Rick Ross singles chronology
| "Big Tyme" (2019) | "Gold Roses" (2019) | "Down Like That" (2019) |

Drake singles chronology
| "Money in the Grave" (2019) | "Gold Roses" (2019) | "Won't Be Late" (2019) |

= Gold Roses =

"Gold Roses" is a song by American rapper Rick Ross featuring Canadian rapper Drake. It was released by Epic Records as the third single from Ross's album Port of Miami 2 on July 26, 2019. It follows Drake's "Money in the Grave" featuring Ross, which was released a month earlier in June 2019. The track contains samples from "Israël Suite", written by Sylvian Krief and Boris Bergman, and performed by Rupture.
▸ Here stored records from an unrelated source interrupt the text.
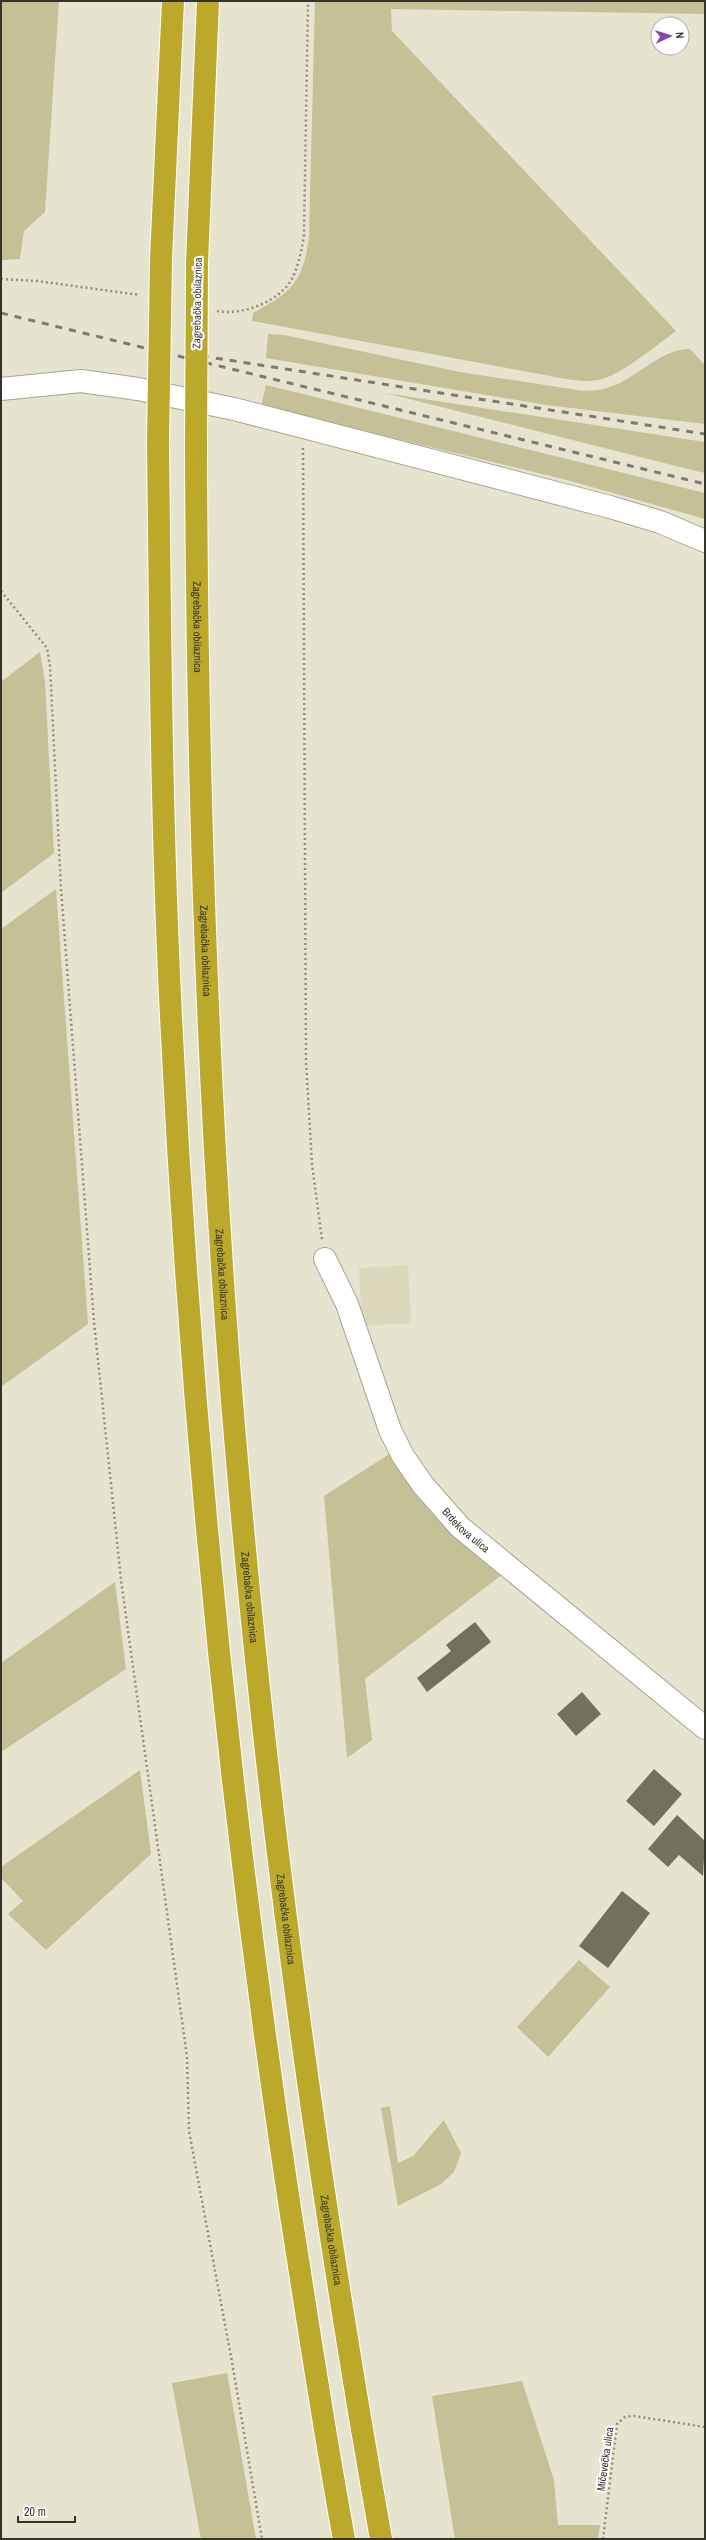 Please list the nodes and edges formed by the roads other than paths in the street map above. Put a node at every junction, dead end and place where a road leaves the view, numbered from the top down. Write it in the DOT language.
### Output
graph roads {
  1 [pos="172,1"];
  2 [pos="208,1"];
  3 [pos="1,389"];
  4 [pos="705,541"];
  5 [pos="325,1259"];
  6 [pos="705,1728"];
  7 [pos="344,2539"];
  8 [pos="381,2539"];
  1 -- 7 [label="highway, bridge"];
  2 -- 8 [label="highway, Zagrebačka obilaznica, bridge"];
  3 -- 4 [label="street"];
  5 -- 6 [label="street, Brdekova ulica"];
}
The song was nominated for Best Rap Song at the 62nd Annual Grammy Awards.

==Charts==

| Chart (2019) | Peak position |
|---|---|
| Australia (ARIA) | 91 |
| Canada Hot 100 (Billboard) | 33 |
| Ireland (IRMA) | 76 |
| Lithuania (AGATA) | 70 |
| New Zealand Hot Singles (RMNZ) | 6 |
| Switzerland (Schweizer Hitparade) | 99 |
| UK Singles (OCC) | 42 |
| UK Hip Hop/R&B (OCC) | 25 |
| US Billboard Hot 100 | 39 |
| US Hot R&B/Hip-Hop Songs (Billboard) | 16 |
| US Rhythmic Airplay (Billboard) | 34 |
| US Rolling Stone Top 100 | 9 |

==Certifications==

| Region | Certification | Certified units/sales |
| Canada (Music Canada) | Gold | 40,000^{‡} |
| United States (RIAA) | Platinum | 1,000,000^{‡} |
^{‡} Sales+streaming figures based on certification alone.